**What needs to be done**
Because the images are not wanted, restate every line below word for word without them.
(Records to use)
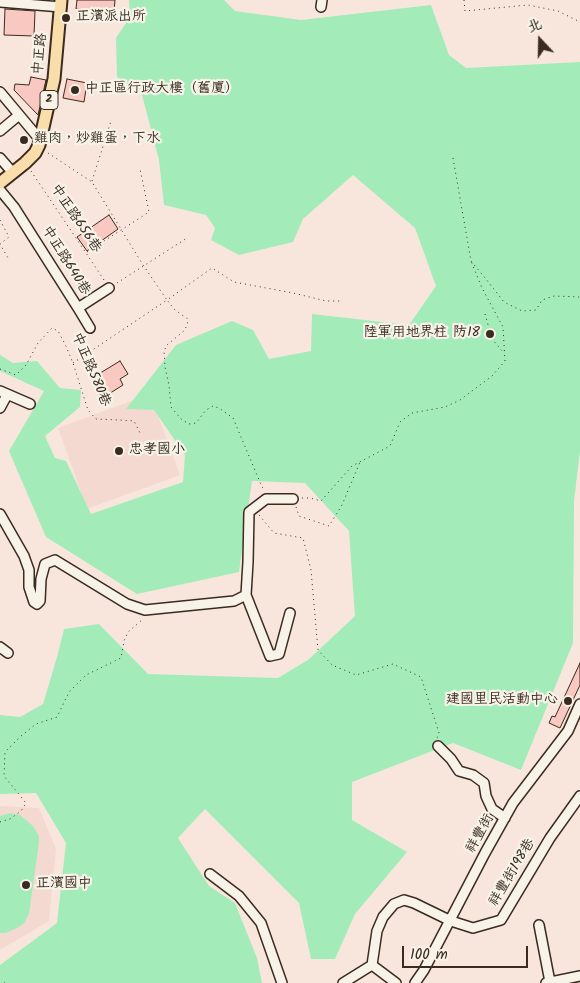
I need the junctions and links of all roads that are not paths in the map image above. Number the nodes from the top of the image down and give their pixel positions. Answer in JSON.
{"nodes":[{"id":1,"x":0,"y":2,"type":"edge"},
{"id":2,"x":61,"y":4,"type":"edge"},
{"id":3,"x":0,"y":92,"type":"edge"},
{"id":4,"x":19,"y":115,"type":"junction"},
{"id":5,"x":0,"y":131,"type":"edge"},
{"id":6,"x":40,"y":144,"type":"junction"},
{"id":7,"x":0,"y":158,"type":"edge"},
{"id":8,"x":13,"y":173,"type":"junction"},
{"id":9,"x":0,"y":183,"type":"edge"},
{"id":10,"x":0,"y":190,"type":"edge"},
{"id":11,"x":108,"y":288,"type":"road end"},
{"id":12,"x":78,"y":308,"type":"junction"},
{"id":13,"x":90,"y":328,"type":"dead end"},
{"id":14,"x":4,"y":393,"type":"edge"},
{"id":15,"x":30,"y":404,"type":"dead end"},
{"id":16,"x":0,"y":408,"type":"edge"},
{"id":17,"x":293,"y":498,"type":"road end"},
{"id":18,"x":0,"y":514,"type":"edge"},
{"id":19,"x":246,"y":595,"type":"junction"},
{"id":20,"x":290,"y":613,"type":"dead end"},
{"id":21,"x":0,"y":647,"type":"edge"},
{"id":22,"x":8,"y":653,"type":"dead end"},
{"id":23,"x":580,"y":704,"type":"edge"},
{"id":24,"x":438,"y":746,"type":"road end"},
{"id":25,"x":580,"y":796,"type":"edge"},
{"id":26,"x":505,"y":818,"type":"junction"},
{"id":27,"x":210,"y":874,"type":"dead end"},
{"id":28,"x":451,"y":921,"type":"junction"},
{"id":29,"x":539,"y":925,"type":"dead end"},
{"id":30,"x":372,"y":965,"type":"junction"},
{"id":31,"x":580,"y":976,"type":"edge"},
{"id":32,"x":282,"y":983,"type":"edge"},
{"id":33,"x":343,"y":983,"type":"edge"},
{"id":34,"x":396,"y":983,"type":"edge"},
{"id":35,"x":415,"y":983,"type":"edge"},
{"id":36,"x":548,"y":983,"type":"edge"}],
"edges":[{"from":1,"to":2,"type":"street"},
{"from":2,"to":6,"type":"main road","name":"中正路","number":"2"},
{"from":3,"to":4,"type":"street"},
{"from":4,"to":5,"type":"street"},
{"from":4,"to":6,"type":"street"},
{"from":6,"to":8,"type":"main road","name":"中正路","number":"2"},
{"from":7,"to":8,"type":"street"},
{"from":8,"to":9,"type":"main road","name":"中正路","number":"2"},
{"from":10,"to":12,"type":"street","name":"中正路640巷"},
{"from":11,"to":12,"type":"street","name":"中正路640巷"},
{"from":12,"to":13,"type":"street"},
{"from":14,"to":15,"type":"street"},
{"from":14,"to":16,"type":"street"},
{"from":17,"to":19,"type":"street"},
{"from":18,"to":19,"type":"street"},
{"from":19,"to":20,"type":"street"},
{"from":21,"to":22,"type":"street"},
{"from":23,"to":26,"type":"street","name":"祥豐街"},
{"from":24,"to":26,"type":"street"},
{"from":25,"to":28,"type":"street","name":"祥豐街198巷"},
{"from":26,"to":28,"type":"street","name":"祥豐街"},
{"from":27,"to":32,"type":"street"},
{"from":28,"to":30,"type":"street","name":"祥豐街198巷"},
{"from":28,"to":35,"type":"street","name":"祥豐街"},
{"from":29,"to":36,"type":"street"},
{"from":30,"to":33,"type":"street"},
{"from":30,"to":34,"type":"street"},
{"from":31,"to":36,"type":"street"}]}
(End Records to use)
**Answer section**
I need the junctions and links of all roads that are not paths in the map image above. Number the nodes from the top of the image down and give their pixel positions. Answer in JSON.
{"nodes":[{"id":1,"x":0,"y":2,"type":"edge"},
{"id":2,"x":61,"y":4,"type":"edge"},
{"id":3,"x":0,"y":92,"type":"edge"},
{"id":4,"x":19,"y":115,"type":"junction"},
{"id":5,"x":0,"y":131,"type":"edge"},
{"id":6,"x":40,"y":144,"type":"junction"},
{"id":7,"x":0,"y":158,"type":"edge"},
{"id":8,"x":13,"y":173,"type":"junction"},
{"id":9,"x":0,"y":183,"type":"edge"},
{"id":10,"x":0,"y":190,"type":"edge"},
{"id":11,"x":108,"y":288,"type":"road end"},
{"id":12,"x":78,"y":308,"type":"junction"},
{"id":13,"x":90,"y":328,"type":"dead end"},
{"id":14,"x":4,"y":393,"type":"edge"},
{"id":15,"x":30,"y":404,"type":"dead end"},
{"id":16,"x":0,"y":408,"type":"edge"},
{"id":17,"x":293,"y":498,"type":"road end"},
{"id":18,"x":0,"y":514,"type":"edge"},
{"id":19,"x":246,"y":595,"type":"junction"},
{"id":20,"x":290,"y":613,"type":"dead end"},
{"id":21,"x":0,"y":647,"type":"edge"},
{"id":22,"x":8,"y":653,"type":"dead end"},
{"id":23,"x":580,"y":704,"type":"edge"},
{"id":24,"x":438,"y":746,"type":"road end"},
{"id":25,"x":580,"y":796,"type":"edge"},
{"id":26,"x":505,"y":818,"type":"junction"},
{"id":27,"x":210,"y":874,"type":"dead end"},
{"id":28,"x":451,"y":921,"type":"junction"},
{"id":29,"x":539,"y":925,"type":"dead end"},
{"id":30,"x":372,"y":965,"type":"junction"},
{"id":31,"x":580,"y":976,"type":"edge"},
{"id":32,"x":282,"y":983,"type":"edge"},
{"id":33,"x":343,"y":983,"type":"edge"},
{"id":34,"x":396,"y":983,"type":"edge"},
{"id":35,"x":415,"y":983,"type":"edge"},
{"id":36,"x":548,"y":983,"type":"edge"}],
"edges":[{"from":1,"to":2,"type":"street"},
{"from":2,"to":6,"type":"main road","name":"中正路","number":"2"},
{"from":3,"to":4,"type":"street"},
{"from":4,"to":5,"type":"street"},
{"from":4,"to":6,"type":"street"},
{"from":6,"to":8,"type":"main road","name":"中正路","number":"2"},
{"from":7,"to":8,"type":"street"},
{"from":8,"to":9,"type":"main road","name":"中正路","number":"2"},
{"from":10,"to":12,"type":"street","name":"中正路640巷"},
{"from":11,"to":12,"type":"street","name":"中正路640巷"},
{"from":12,"to":13,"type":"street"},
{"from":14,"to":15,"type":"street"},
{"from":14,"to":16,"type":"street"},
{"from":17,"to":19,"type":"street"},
{"from":18,"to":19,"type":"street"},
{"from":19,"to":20,"type":"street"},
{"from":21,"to":22,"type":"street"},
{"from":23,"to":26,"type":"street","name":"祥豐街"},
{"from":24,"to":26,"type":"street"},
{"from":25,"to":28,"type":"street","name":"祥豐街198巷"},
{"from":26,"to":28,"type":"street","name":"祥豐街"},
{"from":27,"to":32,"type":"street"},
{"from":28,"to":30,"type":"street","name":"祥豐街198巷"},
{"from":28,"to":35,"type":"street","name":"祥豐街"},
{"from":29,"to":36,"type":"street"},
{"from":30,"to":33,"type":"street"},
{"from":30,"to":34,"type":"street"},
{"from":31,"to":36,"type":"street"}]}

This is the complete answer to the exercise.